◆ Activity
Gather each line containing the string "EINSIEDLER" from these entries.

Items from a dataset
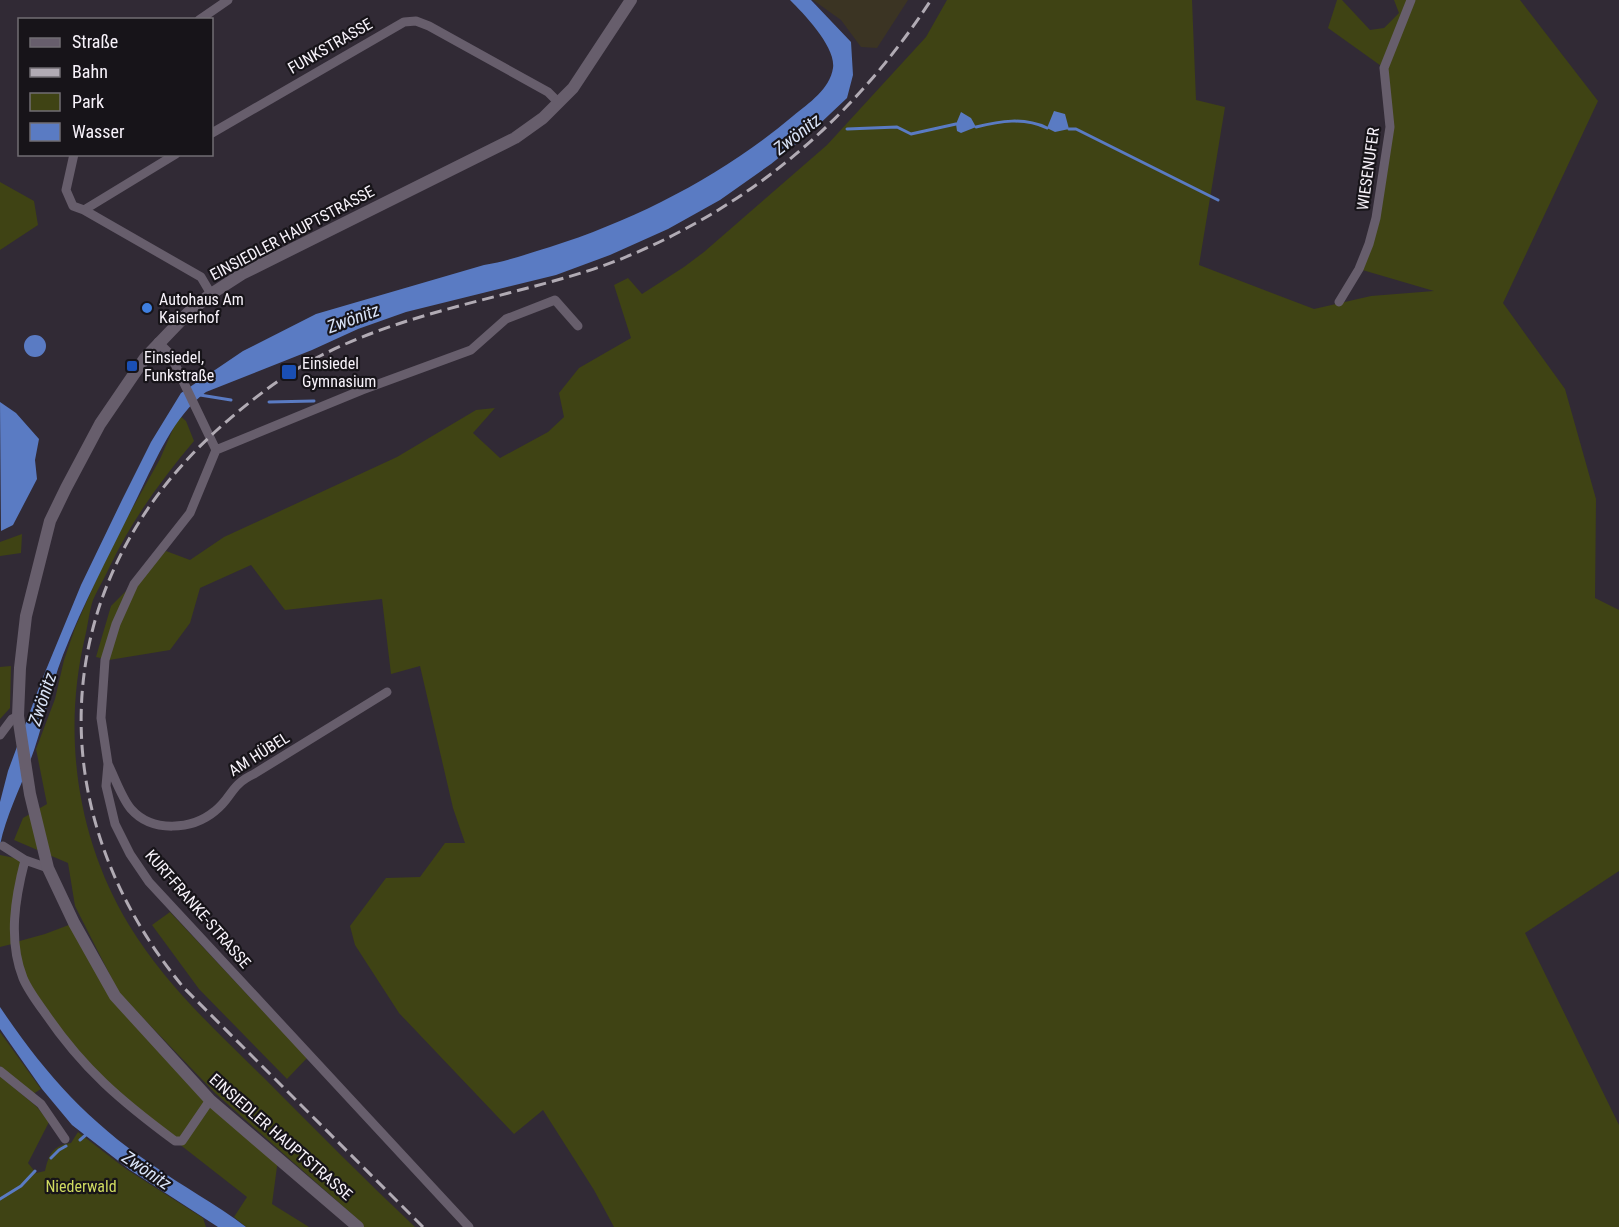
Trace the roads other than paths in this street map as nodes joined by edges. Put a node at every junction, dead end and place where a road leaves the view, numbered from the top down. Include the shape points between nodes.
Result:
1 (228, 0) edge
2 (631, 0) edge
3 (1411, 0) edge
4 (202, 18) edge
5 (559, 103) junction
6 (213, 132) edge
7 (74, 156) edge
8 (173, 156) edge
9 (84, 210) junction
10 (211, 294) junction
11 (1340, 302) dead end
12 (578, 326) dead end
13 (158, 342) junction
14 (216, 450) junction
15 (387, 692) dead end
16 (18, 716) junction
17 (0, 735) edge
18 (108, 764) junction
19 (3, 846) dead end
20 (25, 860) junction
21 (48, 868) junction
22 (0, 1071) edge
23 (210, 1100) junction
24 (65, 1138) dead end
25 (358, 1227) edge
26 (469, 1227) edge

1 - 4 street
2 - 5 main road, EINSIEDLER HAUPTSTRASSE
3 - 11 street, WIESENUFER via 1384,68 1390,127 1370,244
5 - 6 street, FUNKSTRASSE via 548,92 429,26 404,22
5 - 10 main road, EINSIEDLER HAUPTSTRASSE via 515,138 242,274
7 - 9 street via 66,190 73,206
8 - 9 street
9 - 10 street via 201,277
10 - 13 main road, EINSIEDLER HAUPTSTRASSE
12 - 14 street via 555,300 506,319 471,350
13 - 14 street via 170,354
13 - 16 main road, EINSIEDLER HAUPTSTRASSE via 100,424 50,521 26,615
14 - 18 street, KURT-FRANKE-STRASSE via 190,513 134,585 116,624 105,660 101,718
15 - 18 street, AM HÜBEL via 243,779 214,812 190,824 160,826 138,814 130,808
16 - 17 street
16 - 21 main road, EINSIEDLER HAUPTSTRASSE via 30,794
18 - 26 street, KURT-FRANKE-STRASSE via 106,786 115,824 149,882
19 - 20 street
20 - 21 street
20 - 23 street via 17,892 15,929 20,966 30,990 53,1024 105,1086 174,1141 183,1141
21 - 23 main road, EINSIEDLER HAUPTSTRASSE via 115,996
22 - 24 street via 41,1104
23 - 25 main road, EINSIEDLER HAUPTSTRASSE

◆ Written solution
2 - 5 main road, EINSIEDLER HAUPTSTRASSE
5 - 10 main road, EINSIEDLER HAUPTSTRASSE via 515,138 242,274
10 - 13 main road, EINSIEDLER HAUPTSTRASSE
13 - 16 main road, EINSIEDLER HAUPTSTRASSE via 100,424 50,521 26,615
16 - 21 main road, EINSIEDLER HAUPTSTRASSE via 30,794
21 - 23 main road, EINSIEDLER HAUPTSTRASSE via 115,996
23 - 25 main road, EINSIEDLER HAUPTSTRASSE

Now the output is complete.